Important note - we understand that today the steps described below are quite resource and time intensive and we are now working on the mechanism to automatically optimize scenes from Tvori for 3D editors and optimizing them for game engines and mobile platforms.

Materials.

In Tvori, each object has its own unique material, this is necessary for optimizations and the Materializer Tool, which simplifies the process of painting objects in Tvori, but is poorly compatible with legacy approaches in classic 3D editors. In this regard, a lot of materials are obtained when exporting to FBX. You can bake the material color into Vertex Color in your preferred 3D editor.

LODs

Most of the standard primitives have additional objects - LODs and they are being exported as well. They can be easily removed in 3D editors by finding objects named LOD1 or LOD2. You do not need to delete LOD0, this is just the LOD with the highest detail.

Visibility

FBX has functional limitations and now Visibility is not saved in any way when exporting to FBX. We are looking for ways to solve this problem.

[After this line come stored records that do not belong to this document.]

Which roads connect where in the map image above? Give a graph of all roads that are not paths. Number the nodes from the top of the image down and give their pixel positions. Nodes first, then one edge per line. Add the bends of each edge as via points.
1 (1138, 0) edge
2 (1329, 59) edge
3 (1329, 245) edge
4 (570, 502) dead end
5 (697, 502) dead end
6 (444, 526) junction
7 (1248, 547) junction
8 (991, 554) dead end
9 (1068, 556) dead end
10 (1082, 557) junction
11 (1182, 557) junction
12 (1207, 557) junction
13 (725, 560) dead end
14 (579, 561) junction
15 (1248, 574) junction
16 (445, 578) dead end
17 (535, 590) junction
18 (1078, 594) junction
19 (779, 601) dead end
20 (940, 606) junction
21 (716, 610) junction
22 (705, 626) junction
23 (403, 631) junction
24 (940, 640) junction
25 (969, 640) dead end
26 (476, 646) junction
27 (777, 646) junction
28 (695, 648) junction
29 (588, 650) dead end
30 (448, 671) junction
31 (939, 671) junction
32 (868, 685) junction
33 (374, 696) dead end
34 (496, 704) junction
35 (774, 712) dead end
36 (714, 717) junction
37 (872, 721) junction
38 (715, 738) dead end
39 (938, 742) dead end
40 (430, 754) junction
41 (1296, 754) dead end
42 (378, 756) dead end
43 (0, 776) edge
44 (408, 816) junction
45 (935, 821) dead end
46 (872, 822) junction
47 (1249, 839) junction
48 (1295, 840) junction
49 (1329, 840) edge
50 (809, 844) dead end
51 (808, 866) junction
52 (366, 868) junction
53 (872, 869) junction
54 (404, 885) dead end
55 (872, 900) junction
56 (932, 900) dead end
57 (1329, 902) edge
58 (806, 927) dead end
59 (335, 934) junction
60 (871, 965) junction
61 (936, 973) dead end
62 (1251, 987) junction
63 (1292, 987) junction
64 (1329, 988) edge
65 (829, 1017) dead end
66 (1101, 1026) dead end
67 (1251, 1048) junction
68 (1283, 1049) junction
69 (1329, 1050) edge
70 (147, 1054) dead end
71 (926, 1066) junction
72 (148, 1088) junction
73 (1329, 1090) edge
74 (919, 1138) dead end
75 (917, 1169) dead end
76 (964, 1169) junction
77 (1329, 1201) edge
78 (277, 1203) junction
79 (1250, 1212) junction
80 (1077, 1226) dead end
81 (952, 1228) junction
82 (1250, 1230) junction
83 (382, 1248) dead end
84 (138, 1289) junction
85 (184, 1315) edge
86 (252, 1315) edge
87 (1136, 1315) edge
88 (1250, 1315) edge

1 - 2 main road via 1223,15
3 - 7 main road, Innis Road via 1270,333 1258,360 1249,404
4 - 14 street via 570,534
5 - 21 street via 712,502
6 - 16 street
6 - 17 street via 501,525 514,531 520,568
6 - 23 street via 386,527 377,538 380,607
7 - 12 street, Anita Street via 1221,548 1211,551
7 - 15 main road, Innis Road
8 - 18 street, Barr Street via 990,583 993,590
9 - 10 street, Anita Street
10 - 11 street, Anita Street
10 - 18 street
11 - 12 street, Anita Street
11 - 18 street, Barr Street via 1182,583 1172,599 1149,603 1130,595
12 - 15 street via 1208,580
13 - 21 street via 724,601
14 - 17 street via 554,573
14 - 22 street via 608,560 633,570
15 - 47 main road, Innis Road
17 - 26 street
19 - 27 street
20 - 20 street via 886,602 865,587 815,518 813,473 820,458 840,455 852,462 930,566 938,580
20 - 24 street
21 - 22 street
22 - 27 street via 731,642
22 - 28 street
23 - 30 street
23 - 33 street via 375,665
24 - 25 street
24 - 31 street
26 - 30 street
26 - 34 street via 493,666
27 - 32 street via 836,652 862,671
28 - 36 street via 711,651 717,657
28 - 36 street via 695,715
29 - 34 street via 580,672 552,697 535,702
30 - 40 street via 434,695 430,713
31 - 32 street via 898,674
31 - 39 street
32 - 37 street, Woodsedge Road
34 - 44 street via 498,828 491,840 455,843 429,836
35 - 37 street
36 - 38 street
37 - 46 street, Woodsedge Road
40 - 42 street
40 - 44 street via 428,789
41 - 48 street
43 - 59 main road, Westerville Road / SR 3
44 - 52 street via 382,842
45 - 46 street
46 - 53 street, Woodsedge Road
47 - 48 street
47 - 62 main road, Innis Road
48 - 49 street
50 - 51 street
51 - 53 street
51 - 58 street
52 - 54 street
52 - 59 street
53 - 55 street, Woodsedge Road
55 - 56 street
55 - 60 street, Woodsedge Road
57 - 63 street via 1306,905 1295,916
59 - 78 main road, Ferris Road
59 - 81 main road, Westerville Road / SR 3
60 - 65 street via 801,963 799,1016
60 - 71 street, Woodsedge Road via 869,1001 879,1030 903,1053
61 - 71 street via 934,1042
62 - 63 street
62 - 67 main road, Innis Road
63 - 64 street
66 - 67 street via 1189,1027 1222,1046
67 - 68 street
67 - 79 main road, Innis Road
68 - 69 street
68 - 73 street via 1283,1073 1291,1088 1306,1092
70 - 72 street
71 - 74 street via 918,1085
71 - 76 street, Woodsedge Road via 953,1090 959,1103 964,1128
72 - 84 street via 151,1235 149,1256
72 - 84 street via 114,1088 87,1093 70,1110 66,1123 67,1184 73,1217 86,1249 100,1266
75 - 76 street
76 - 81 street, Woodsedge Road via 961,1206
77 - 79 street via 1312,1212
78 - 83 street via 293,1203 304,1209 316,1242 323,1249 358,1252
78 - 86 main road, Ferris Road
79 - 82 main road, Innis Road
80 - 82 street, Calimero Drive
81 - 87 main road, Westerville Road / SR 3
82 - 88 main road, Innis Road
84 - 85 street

Vertex Color Tvori actively uses the color of objects through color recording in Vertex Color. Many basic assets, as well as objects from Google Poly, are colored with Vertex Color. Unfortunately, most basic shaders do not support reading data from Vertex Color by default and your scenes from Tvori in Unity and Unreal will be just gray. To support color from vertices, you need to add support for Vertex Color to your shaders.

Prepare to Unity

In general, scenes from Tvori with animation are imported into Unity in one click. The only thing, given the nuances described above, you can optimize scenes for Unity in 3D editors. For example, bake the colors of the materials in Vertex Color and throw one material overall opaque objects and another over transparent ones. If you do not need LODs in Unity, then remove additional LODs. You can also combine static objects into solid ones and bake puppets into Skinned Mesh, if necessary to optimize your scenes for the number of DrawCalls.

Prepare to Unreal

It’s more challenging with Unreal. Unreal does not know how to import complex scenes with animation as one object entirely. According to Unreal's rules for importing objects with animation, they must be a single SkinnedMesh object with bones, where everything that involves animation must be animated on bones. What can you do about it? In any preferred 3D editor, bake all static objects into one solid object, you can also bake the colors of materials in Vertex Color for optimization and throw common materials by material type (PBR / Unlit / Transparency). All animated objects are baked into a solid Skinned Mesh and the animation is transferred from objects to bones. Unfortunately, not all editors have this functionality, but there are third-party solutions for almost everything. For Blender it is Ossim, for 3DsMax the built-in SkinWarp modifier, for Maya (Skinning Converter for Maya ...?).